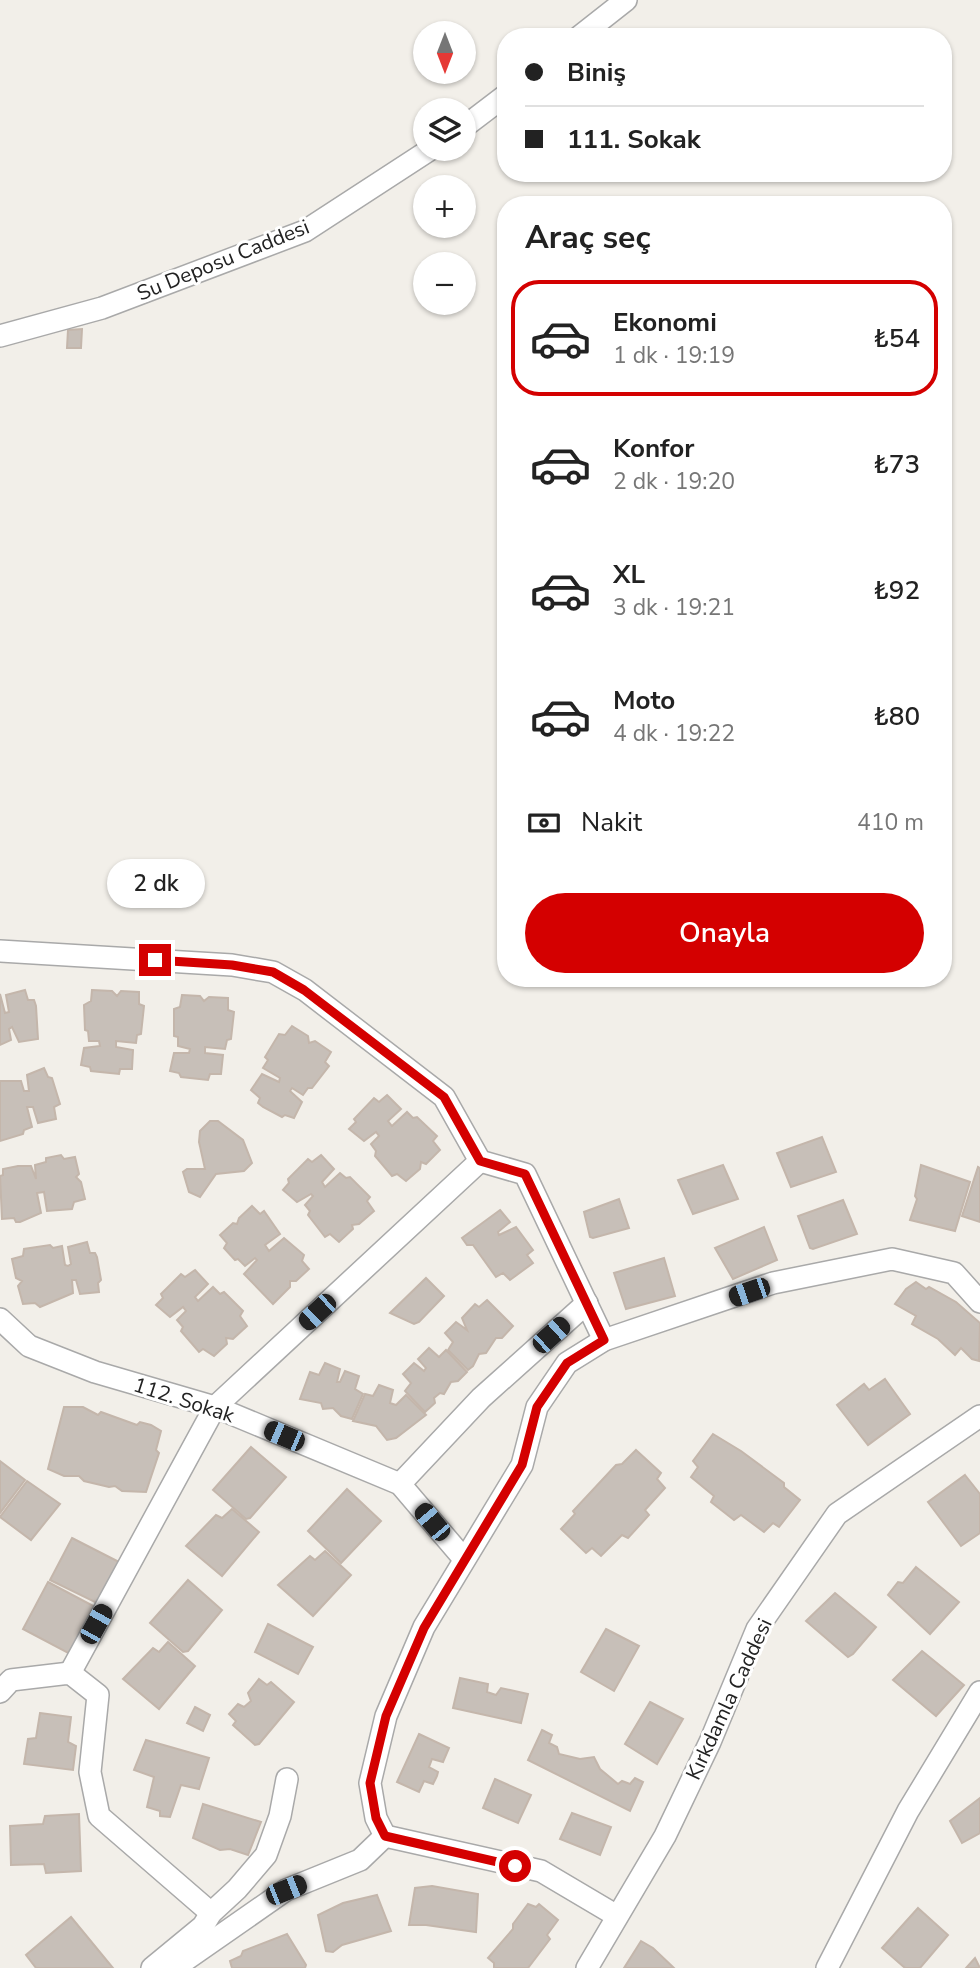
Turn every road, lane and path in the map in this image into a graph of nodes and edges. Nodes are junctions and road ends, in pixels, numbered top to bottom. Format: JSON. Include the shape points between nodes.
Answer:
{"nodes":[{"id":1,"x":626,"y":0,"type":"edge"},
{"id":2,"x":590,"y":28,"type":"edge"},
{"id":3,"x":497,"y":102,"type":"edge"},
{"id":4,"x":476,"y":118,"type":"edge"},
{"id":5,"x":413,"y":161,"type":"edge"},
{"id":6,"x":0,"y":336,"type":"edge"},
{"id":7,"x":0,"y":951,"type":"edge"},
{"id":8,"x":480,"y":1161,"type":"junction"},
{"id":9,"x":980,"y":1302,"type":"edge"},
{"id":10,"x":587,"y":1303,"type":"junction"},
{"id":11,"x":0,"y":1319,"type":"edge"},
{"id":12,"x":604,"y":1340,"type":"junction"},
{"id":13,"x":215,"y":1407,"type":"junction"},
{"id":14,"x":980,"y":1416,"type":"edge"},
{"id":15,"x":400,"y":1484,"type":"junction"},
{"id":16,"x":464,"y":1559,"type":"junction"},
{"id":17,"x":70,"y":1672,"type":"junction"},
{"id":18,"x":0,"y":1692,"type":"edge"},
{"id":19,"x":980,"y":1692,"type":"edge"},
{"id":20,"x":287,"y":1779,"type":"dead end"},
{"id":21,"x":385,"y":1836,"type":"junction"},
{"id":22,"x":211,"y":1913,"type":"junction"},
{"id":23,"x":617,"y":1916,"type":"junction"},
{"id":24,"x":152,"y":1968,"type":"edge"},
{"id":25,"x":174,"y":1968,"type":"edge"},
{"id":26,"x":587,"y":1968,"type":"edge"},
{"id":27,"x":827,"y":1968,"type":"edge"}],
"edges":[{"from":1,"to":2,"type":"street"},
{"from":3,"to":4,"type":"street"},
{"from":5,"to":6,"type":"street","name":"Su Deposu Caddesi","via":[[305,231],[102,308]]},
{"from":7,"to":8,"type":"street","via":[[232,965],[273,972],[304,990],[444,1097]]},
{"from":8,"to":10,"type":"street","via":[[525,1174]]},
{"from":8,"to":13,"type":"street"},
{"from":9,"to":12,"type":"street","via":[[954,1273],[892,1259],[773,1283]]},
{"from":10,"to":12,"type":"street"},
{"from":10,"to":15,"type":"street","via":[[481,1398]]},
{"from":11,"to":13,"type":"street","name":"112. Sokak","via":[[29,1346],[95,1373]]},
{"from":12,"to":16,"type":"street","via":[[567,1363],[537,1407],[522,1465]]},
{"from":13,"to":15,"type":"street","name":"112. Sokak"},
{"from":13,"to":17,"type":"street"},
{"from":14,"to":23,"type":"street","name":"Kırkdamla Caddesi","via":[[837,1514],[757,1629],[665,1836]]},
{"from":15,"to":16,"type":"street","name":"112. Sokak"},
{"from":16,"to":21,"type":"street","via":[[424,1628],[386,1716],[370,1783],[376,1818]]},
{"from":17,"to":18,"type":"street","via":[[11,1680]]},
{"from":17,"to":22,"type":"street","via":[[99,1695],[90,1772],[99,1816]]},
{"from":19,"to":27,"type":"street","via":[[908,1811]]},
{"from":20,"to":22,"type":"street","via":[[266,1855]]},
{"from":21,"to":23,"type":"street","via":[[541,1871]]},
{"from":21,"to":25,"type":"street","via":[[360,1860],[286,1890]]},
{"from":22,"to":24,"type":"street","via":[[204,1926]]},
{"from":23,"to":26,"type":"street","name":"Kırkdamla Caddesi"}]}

◆ About this task: The data must be repeated exactly. Any pictures in it are to be left out.

◆ Exercise response:
Turn every road, lane and path in the map in this image into a graph of nodes and edges. Nodes are junctions and road ends, in pixels, numbered top to bottom. Format: JSON. Include the shape points between nodes.
Answer:
{"nodes":[{"id":1,"x":626,"y":0,"type":"edge"},
{"id":2,"x":590,"y":28,"type":"edge"},
{"id":3,"x":497,"y":102,"type":"edge"},
{"id":4,"x":476,"y":118,"type":"edge"},
{"id":5,"x":413,"y":161,"type":"edge"},
{"id":6,"x":0,"y":336,"type":"edge"},
{"id":7,"x":0,"y":951,"type":"edge"},
{"id":8,"x":480,"y":1161,"type":"junction"},
{"id":9,"x":980,"y":1302,"type":"edge"},
{"id":10,"x":587,"y":1303,"type":"junction"},
{"id":11,"x":0,"y":1319,"type":"edge"},
{"id":12,"x":604,"y":1340,"type":"junction"},
{"id":13,"x":215,"y":1407,"type":"junction"},
{"id":14,"x":980,"y":1416,"type":"edge"},
{"id":15,"x":400,"y":1484,"type":"junction"},
{"id":16,"x":464,"y":1559,"type":"junction"},
{"id":17,"x":70,"y":1672,"type":"junction"},
{"id":18,"x":0,"y":1692,"type":"edge"},
{"id":19,"x":980,"y":1692,"type":"edge"},
{"id":20,"x":287,"y":1779,"type":"dead end"},
{"id":21,"x":385,"y":1836,"type":"junction"},
{"id":22,"x":211,"y":1913,"type":"junction"},
{"id":23,"x":617,"y":1916,"type":"junction"},
{"id":24,"x":152,"y":1968,"type":"edge"},
{"id":25,"x":174,"y":1968,"type":"edge"},
{"id":26,"x":587,"y":1968,"type":"edge"},
{"id":27,"x":827,"y":1968,"type":"edge"}],
"edges":[{"from":1,"to":2,"type":"street"},
{"from":3,"to":4,"type":"street"},
{"from":5,"to":6,"type":"street","name":"Su Deposu Caddesi","via":[[305,231],[102,308]]},
{"from":7,"to":8,"type":"street","via":[[232,965],[273,972],[304,990],[444,1097]]},
{"from":8,"to":10,"type":"street","via":[[525,1174]]},
{"from":8,"to":13,"type":"street"},
{"from":9,"to":12,"type":"street","via":[[954,1273],[892,1259],[773,1283]]},
{"from":10,"to":12,"type":"street"},
{"from":10,"to":15,"type":"street","via":[[481,1398]]},
{"from":11,"to":13,"type":"street","name":"112. Sokak","via":[[29,1346],[95,1373]]},
{"from":12,"to":16,"type":"street","via":[[567,1363],[537,1407],[522,1465]]},
{"from":13,"to":15,"type":"street","name":"112. Sokak"},
{"from":13,"to":17,"type":"street"},
{"from":14,"to":23,"type":"street","name":"Kırkdamla Caddesi","via":[[837,1514],[757,1629],[665,1836]]},
{"from":15,"to":16,"type":"street","name":"112. Sokak"},
{"from":16,"to":21,"type":"street","via":[[424,1628],[386,1716],[370,1783],[376,1818]]},
{"from":17,"to":18,"type":"street","via":[[11,1680]]},
{"from":17,"to":22,"type":"street","via":[[99,1695],[90,1772],[99,1816]]},
{"from":19,"to":27,"type":"street","via":[[908,1811]]},
{"from":20,"to":22,"type":"street","via":[[266,1855]]},
{"from":21,"to":23,"type":"street","via":[[541,1871]]},
{"from":21,"to":25,"type":"street","via":[[360,1860],[286,1890]]},
{"from":22,"to":24,"type":"street","via":[[204,1926]]},
{"from":23,"to":26,"type":"street","name":"Kırkdamla Caddesi"}]}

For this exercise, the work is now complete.